Luxor Technologies’ Hashrate Index which provides crypto miners with high-quality mining insights, published a blog analysing how Bitcoin miners contribute to the market selling pressure.
The blog initially establishes that miners consistently deliver some selling pressure on the market since they are the net sellers of Bitcoin. Moreover, the strength of the selling pressure changes depending on if and when the miners sell during a bear market.
BTC miners’ “hodl-at-any-cost” treasury strategy symbolizes miners’ tendency to sell the leading cryptocurrency during bull markets, at the price of selling the coin at a decreased value during bear markets.
While it is assumed that miners selling pressure during bear markets negatively influence the Bitcoin price, analysts haven’t yet verified how impactful the pressure truly is. Many members of the crypto community think miners hold a gigantic share of Bitcoin’s currently circulating supply.
The author of the article, Jaran Mellerud says that popular on-chain data platforms including CoinMetrics and Glassnode “likely significantly overestimates the miners’ bitcoin holdings.” However, he confirms miners’ BTC holding estimates by deriving data from the public miners’ holdings.

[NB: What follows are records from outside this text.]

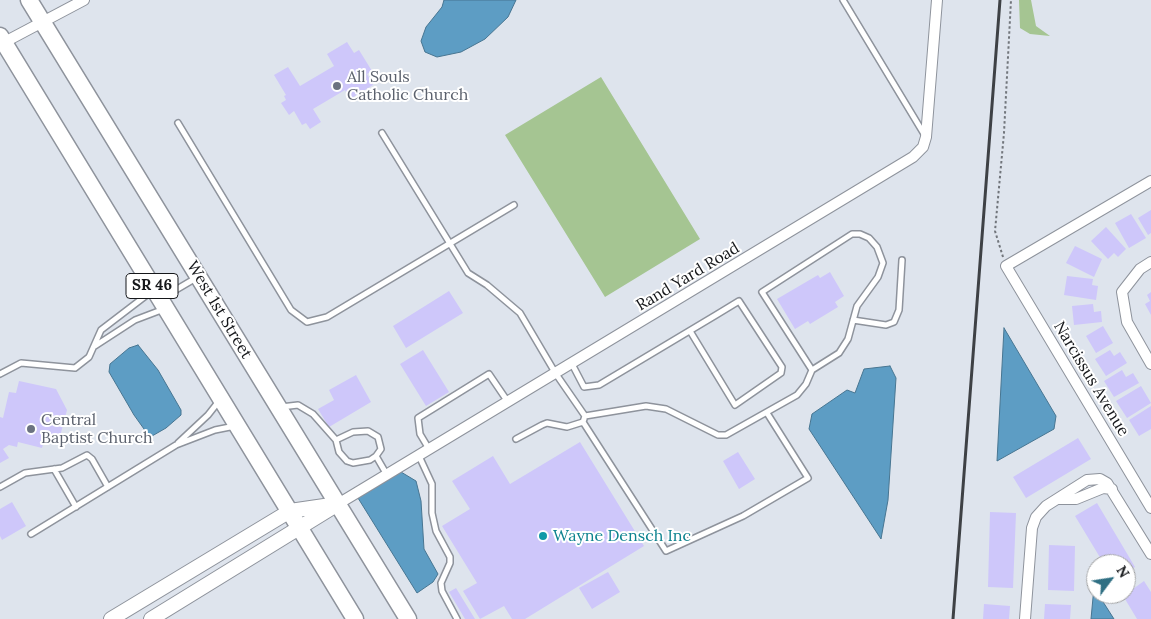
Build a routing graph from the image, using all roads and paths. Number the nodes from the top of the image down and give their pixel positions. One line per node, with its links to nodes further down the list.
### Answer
1 (29, 0): 6 (main road, West 1st Street / SR 46)
2 (84, 0): 6 (street)
3 (843, 0): 10 (lane)
4 (936, 0): 10 (street, Rand Yard Road)
5 (1011, 0): 16 (path)
6 (43, 23): 7 (street); 17 (main road, West 1st Street / SR 46)
7 (1, 41): 18 (main road, SR 46)
8 (178, 123): 13 (lane)
9 (382, 133): 13 (lane)
10 (926, 137): 22 (street, Rand Yard Road)
11 (1151, 182): 16 (street)
12 (514, 205): 13 (lane)
13 (449, 244): 26 (lane)
14 (902, 260): 19 (lane)
15 (1151, 262): 23 (street)
16 (1006, 266): 45 (street, Narcissus Avenue)
17 (198, 276): 18 (lane); 29 (main road, West 1st Street / SR 46)
18 (160, 299): 21 (lane); 21 (lane); 27 (main road, SR 46)
19 (853, 320): 24 (lane); 24 (lane)
20 (690, 331): 20 (lane); 22 (lane)
21 (94, 346): 25 (lane)
22 (572, 364): 26 (street, Rand Yard Road)
23 (1151, 364)
24 (812, 370): 30 (lane)
25 (0, 374)
26 (556, 374): 28 (street, Rand Yard Road); 31 (lane)
27 (220, 397): 32 (main road, SR 46); 35 (lane)
28 (508, 402): 36 (street, Rand Yard Road); 36 (lane)
29 (278, 407): 33 (lane); 43 (main road, West 1st Street / SR 46)
30 (767, 413): 31 (lane); 31 (lane)
31 (584, 419): 34 (lane)
32 (238, 426): 35 (lane); 46 (main road, SR 46)
33 (336, 440): 37 (lane); 37 (lane)
34 (516, 440)
35 (176, 445): 42 (lane)
36 (429, 450): 38 (street, Rand Yard Road)
37 (376, 456): 40 (lane)
38 (419, 456): 40 (street, Rand Yard Road); 54 (lane)
39 (54, 469): 41 (lane); 42 (lane); 44 (lane)
40 (387, 475): 43 (street, Rand Yard Road)
41 (0, 487)
42 (108, 487): 44 (lane)
43 (338, 504): 46 (main road); 47 (main road); 53 (main road, West 1st Street / SR 46)
44 (76, 507): 48 (lane)
45 (1151, 508)
46 (290, 511): 47 (main road, SR 46); 51 (main road)
47 (300, 528): 50 (main road); 52 (main road, SR 46)
48 (31, 534)
49 (1151, 554): 55 (street)
50 (155, 618)
51 (111, 619)
52 (355, 619)
53 (408, 619)
54 (457, 619)
55 (1025, 619)

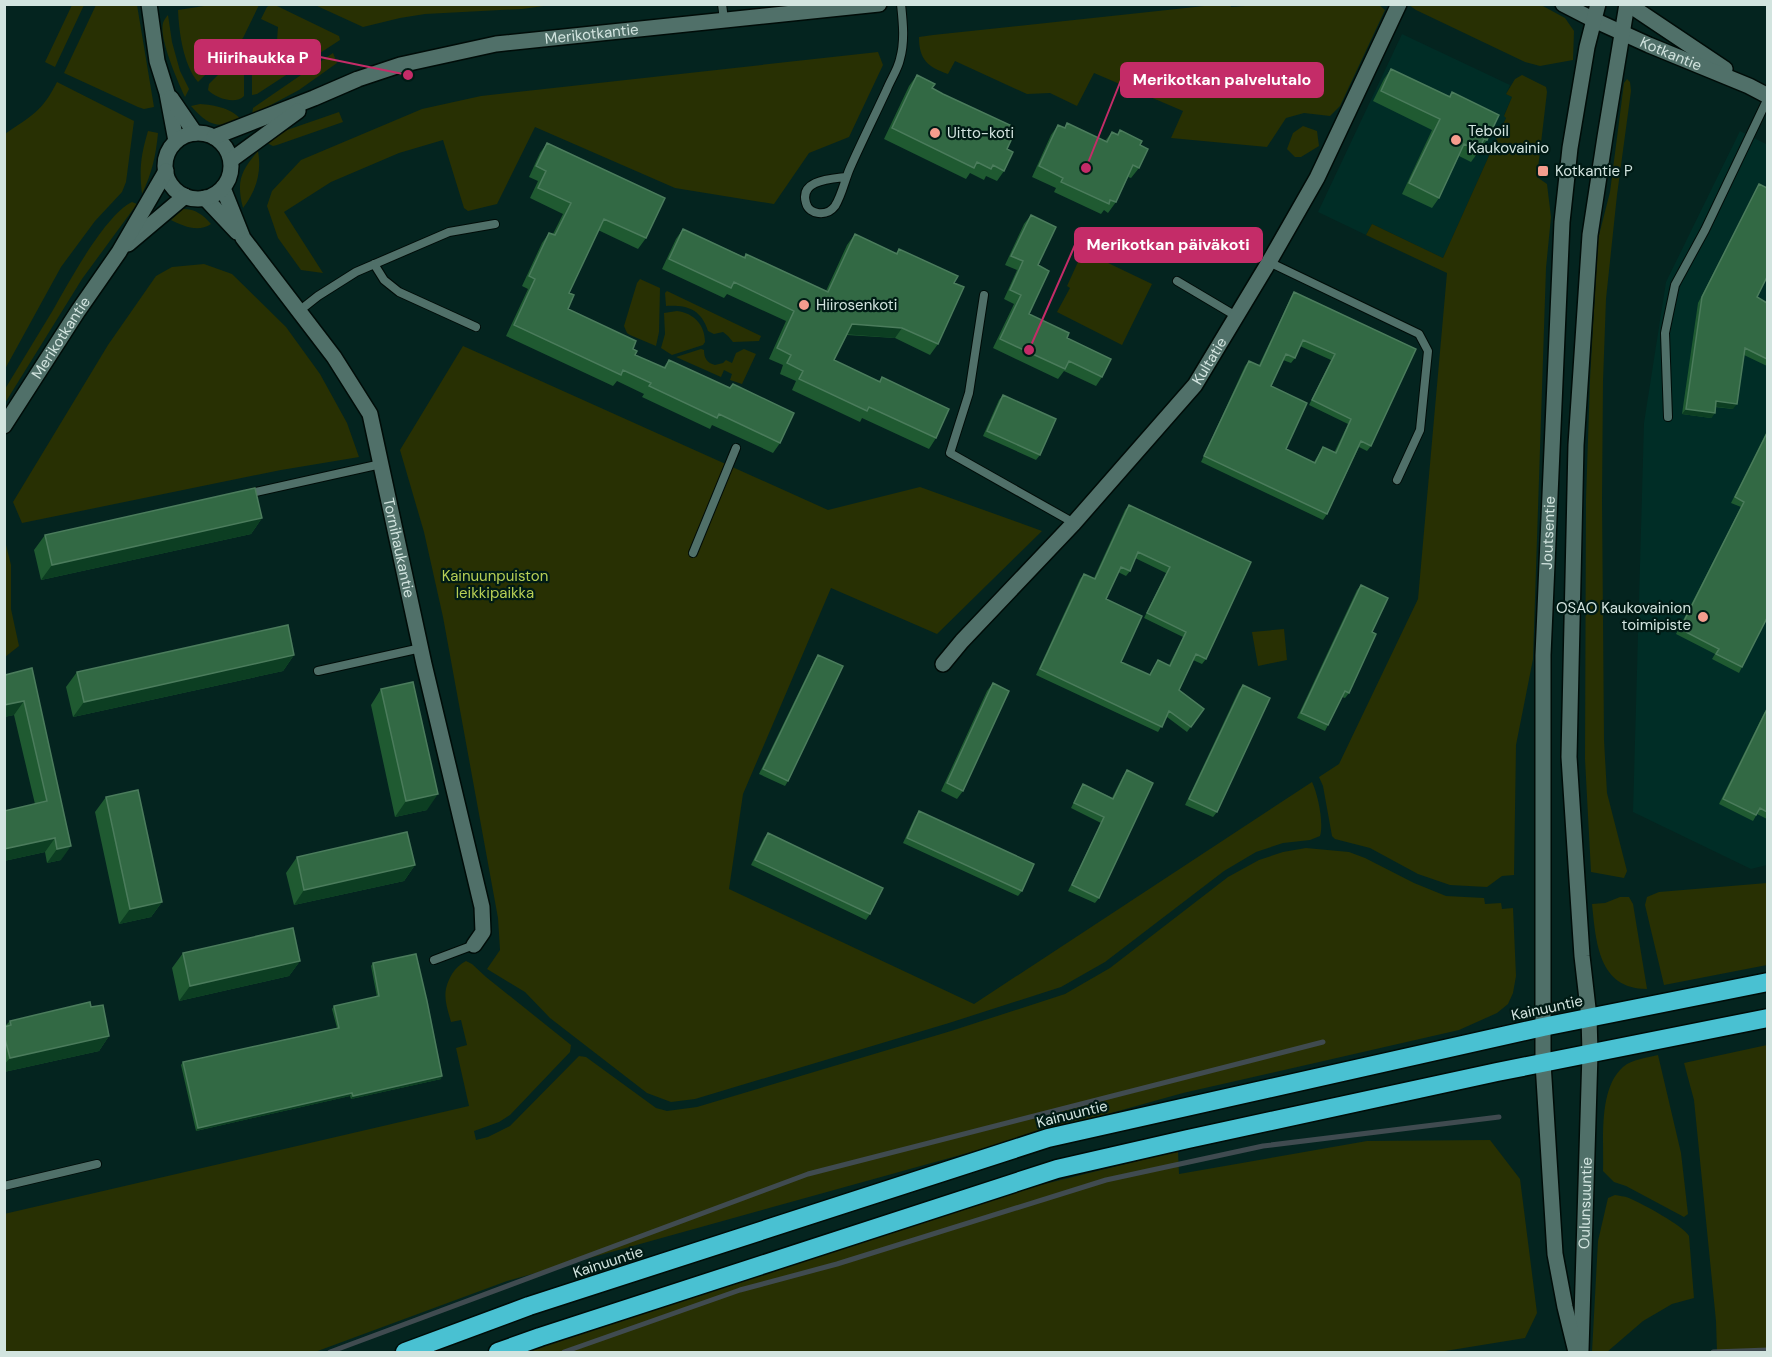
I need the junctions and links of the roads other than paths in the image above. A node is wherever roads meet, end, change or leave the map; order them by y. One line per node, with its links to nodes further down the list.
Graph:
1 (148, 4): 12 (street)
2 (879, 4): 8 (street, Merikotkantie)
3 (901, 4): 20 (lane)
4 (1399, 4): 27 (street, Kultatie)
5 (1563, 4): 9 (street, Kotkantie)
6 (1598, 4): 9 (street, Joutsentie)
7 (1627, 4): 10 (street, Joutsentie); 11 (street, Kotkantie)
8 (723, 12): 14 (street, Merikotkantie)
9 (1594, 20): 10 (street, Kotkantie); 50 (street, Joutsentie)
10 (1622, 32): 11 (street, Kotkantie); 48 (street, Joutsentie)
11 (1749, 86): 13 (street, Kotkantie)
12 (167, 93): 15 (street); 17 (street)
13 (1767, 97): 34 (lane)
14 (314, 98): 16 (street, Merikotkantie); 18 (street, Merikotkantie)
15 (195, 133): 16 (street); 17 (street)
16 (214, 137): 18 (street)
17 (176, 141): 19 (street, Merikotkantie)
18 (231, 160): 21 (street)
19 (166, 171): 22 (street); 26 (street, Merikotkantie)
20 (846, 177): 20 (lane)
21 (223, 188): 23 (street); 25 (street, Tornihaukantie)
22 (185, 196): 23 (street); 26 (street, Merikotkantie)
23 (205, 198): 25 (street)
24 (495, 224): 28 (lane)
25 (243, 238): 31 (street, Tornihaukantie)
26 (119, 252): 35 (street, Merikotkantie)
27 (1269, 262): 32 (street, Kultatie); 38 (lane)
28 (375, 264): 31 (lane); 33 (lane)
29 (1177, 281): 32 (lane)
30 (984, 295): 40 (lane)
31 (299, 311): 37 (street, Tornihaukantie)
32 (1236, 316): 40 (street, Kultatie)
33 (476, 327)
34 (1668, 417)
35 (4, 426)
36 (736, 448): 41 (lane)
37 (381, 464): 39 (lane); 42 (street, Tornihaukantie)
38 (1397, 480)
39 (238, 496)
40 (1074, 523): 43 (street, Kultatie)
41 (693, 553)
42 (421, 648): 44 (lane); 45 (street, Tornihaukantie)
43 (943, 664)
44 (318, 671)
45 (474, 945): 46 (lane)
46 (434, 960)
47 (1767, 982): 48 (highway, Kainuuntie)
48 (1589, 1017): 50 (highway, Kainuuntie); 51 (street, Joutsentie)
49 (1767, 1018): 51 (highway)
50 (1543, 1027): 52 (street, Joutsentie); 55 (highway, Kainuuntie)
51 (1590, 1053): 52 (highway); 58 (street, Oulunsuuntie)
52 (1543, 1063): 56 (highway); 57 (street, Oulunsuuntie)
53 (97, 1164): 54 (lane)
54 (4, 1186)
55 (405, 1353)
56 (498, 1353)
57 (1576, 1353)
58 (1581, 1353)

According to the blog, miners held approximately 30,000 BTC as of December 1 at 25% of bitcoin’s hashrate, which Mellerud considers as a low estimate compared to the metric platforms. He states 470,000 bitcoin as a middle estimate which when put against Bitcoin’s present circulating supply of 19.2 million, amounts to only 2% holding.
Next, the article explores how public miners sold less than 100% of their production in the first four months of 2022, followed by worsening market conditions in April, forcing over 100% sell out of their output in the same year. In June, miners dumped 350% of their hodl, with a steady sale of 100% to 150% of their production in the next few months to come.
Hence, Mellerud concludes that,
A selling pressure of 100% of miners’ production only makes up 0.2% of bitcoin’s spot volume. If miners ramp up sales to 200% of production, it only makes up 0.4% of the spot volume.
The article ends on the note that only in an implausible scenario of miners draining all their holdings over a few weeks, would they be able to significantly impact Bitcoin’s price in the market.